- EXERCISE:
In the records that follow, show each line where the word "paths" is present.

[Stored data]
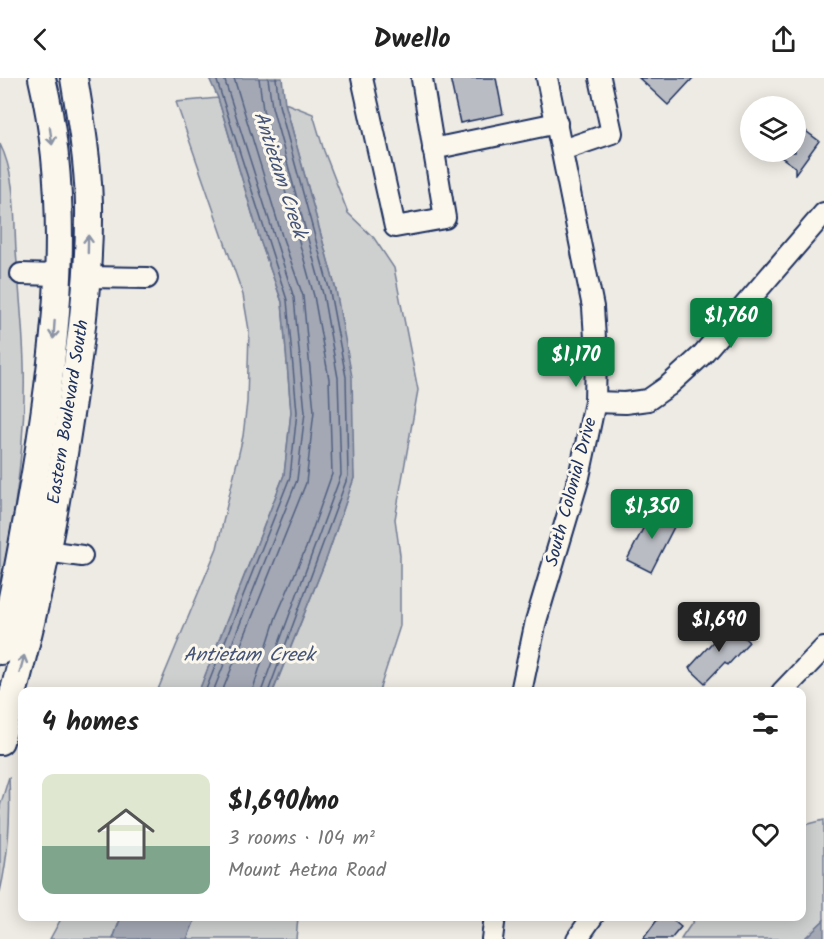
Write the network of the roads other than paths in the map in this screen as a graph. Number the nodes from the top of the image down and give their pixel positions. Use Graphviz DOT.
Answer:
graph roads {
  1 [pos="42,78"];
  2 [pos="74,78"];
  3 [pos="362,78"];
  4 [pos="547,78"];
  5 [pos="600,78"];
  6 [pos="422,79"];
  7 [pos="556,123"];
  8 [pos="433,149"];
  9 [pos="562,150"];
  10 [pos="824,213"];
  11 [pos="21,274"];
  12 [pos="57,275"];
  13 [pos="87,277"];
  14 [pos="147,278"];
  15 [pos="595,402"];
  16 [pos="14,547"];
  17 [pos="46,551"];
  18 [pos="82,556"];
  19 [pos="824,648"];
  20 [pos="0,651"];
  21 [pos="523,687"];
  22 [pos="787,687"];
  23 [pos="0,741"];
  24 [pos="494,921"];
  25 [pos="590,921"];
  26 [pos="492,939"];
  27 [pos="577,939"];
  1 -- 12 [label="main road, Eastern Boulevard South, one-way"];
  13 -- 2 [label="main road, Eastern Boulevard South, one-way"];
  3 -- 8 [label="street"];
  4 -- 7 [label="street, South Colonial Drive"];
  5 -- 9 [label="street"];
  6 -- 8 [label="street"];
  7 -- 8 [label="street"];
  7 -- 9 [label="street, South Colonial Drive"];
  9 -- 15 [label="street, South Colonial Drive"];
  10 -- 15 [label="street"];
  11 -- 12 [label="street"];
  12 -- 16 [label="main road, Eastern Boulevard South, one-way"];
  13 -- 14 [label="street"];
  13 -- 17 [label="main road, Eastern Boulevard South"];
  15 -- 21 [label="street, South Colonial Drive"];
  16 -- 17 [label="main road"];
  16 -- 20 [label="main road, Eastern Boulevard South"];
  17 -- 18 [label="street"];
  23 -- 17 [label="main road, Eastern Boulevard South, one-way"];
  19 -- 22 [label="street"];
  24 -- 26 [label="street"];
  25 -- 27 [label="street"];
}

--

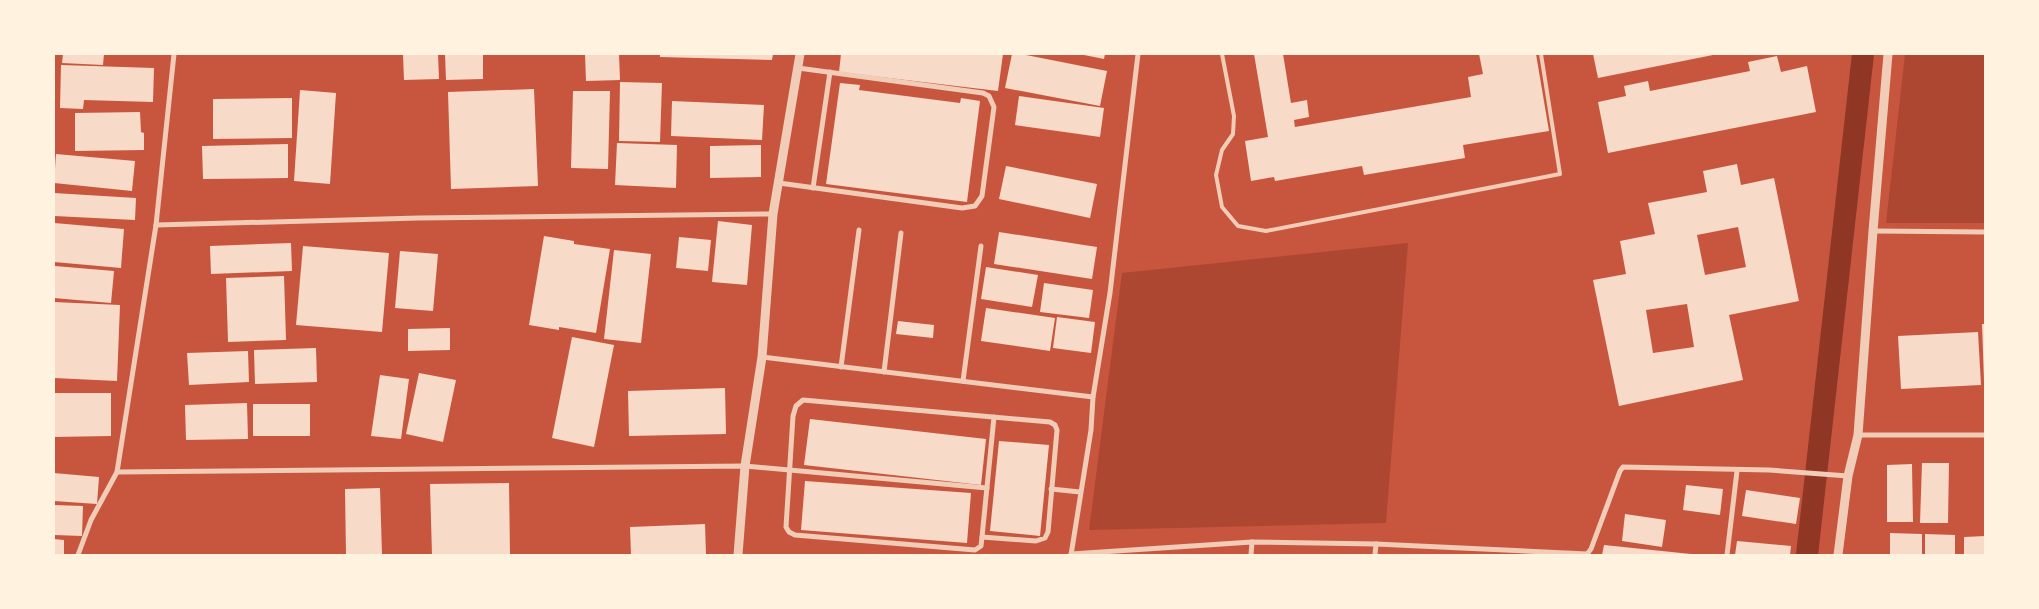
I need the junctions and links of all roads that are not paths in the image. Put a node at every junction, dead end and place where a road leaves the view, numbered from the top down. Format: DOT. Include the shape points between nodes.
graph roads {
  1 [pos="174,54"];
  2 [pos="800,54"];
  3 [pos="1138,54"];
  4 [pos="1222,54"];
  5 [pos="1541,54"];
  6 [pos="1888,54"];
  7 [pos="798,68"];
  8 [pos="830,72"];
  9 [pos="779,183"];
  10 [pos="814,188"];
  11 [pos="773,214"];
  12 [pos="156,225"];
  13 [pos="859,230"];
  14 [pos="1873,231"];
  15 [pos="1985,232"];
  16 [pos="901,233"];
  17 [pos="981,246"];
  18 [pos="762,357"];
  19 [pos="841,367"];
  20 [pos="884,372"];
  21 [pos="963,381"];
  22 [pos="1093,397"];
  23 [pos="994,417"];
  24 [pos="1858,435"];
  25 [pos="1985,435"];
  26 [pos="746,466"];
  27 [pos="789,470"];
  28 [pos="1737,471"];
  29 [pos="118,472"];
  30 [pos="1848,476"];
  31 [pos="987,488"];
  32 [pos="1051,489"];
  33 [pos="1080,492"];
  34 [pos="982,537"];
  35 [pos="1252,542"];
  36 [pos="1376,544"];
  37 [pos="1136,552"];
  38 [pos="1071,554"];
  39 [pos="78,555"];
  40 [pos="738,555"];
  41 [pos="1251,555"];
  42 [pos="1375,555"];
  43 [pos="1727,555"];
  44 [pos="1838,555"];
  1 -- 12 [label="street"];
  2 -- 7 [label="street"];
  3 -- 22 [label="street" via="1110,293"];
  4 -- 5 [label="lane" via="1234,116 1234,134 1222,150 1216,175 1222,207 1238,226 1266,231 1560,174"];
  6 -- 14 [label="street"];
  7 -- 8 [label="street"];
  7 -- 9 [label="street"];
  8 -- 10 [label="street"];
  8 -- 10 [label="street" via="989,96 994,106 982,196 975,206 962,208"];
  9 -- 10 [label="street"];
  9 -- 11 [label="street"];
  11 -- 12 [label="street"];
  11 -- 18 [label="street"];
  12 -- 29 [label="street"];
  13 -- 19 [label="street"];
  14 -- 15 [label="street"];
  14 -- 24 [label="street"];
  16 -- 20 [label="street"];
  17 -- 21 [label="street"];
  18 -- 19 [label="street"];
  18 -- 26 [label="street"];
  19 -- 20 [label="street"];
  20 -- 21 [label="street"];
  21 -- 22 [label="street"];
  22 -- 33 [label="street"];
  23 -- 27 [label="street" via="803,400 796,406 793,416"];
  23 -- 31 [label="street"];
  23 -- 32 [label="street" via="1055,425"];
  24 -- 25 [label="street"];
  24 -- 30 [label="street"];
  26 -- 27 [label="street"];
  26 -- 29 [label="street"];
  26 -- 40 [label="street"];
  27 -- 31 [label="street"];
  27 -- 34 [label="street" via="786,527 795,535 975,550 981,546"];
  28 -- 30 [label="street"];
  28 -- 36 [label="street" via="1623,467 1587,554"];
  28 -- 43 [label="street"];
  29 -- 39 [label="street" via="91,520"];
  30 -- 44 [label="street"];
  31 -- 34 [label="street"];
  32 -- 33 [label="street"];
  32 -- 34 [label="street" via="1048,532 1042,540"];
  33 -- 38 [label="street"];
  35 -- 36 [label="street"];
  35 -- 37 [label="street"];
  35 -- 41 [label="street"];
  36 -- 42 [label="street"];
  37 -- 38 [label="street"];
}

- REPLY:
Write the network of the roads other than paths in the map in this screen as a graph. Number the nodes from the top of the image down and give their pixel positions. Use Graphviz DOT.
I need the junctions and links of all roads that are not paths in the image. Put a node at every junction, dead end and place where a road leaves the view, numbered from the top down. Format: DOT. Include the shape points between nodes.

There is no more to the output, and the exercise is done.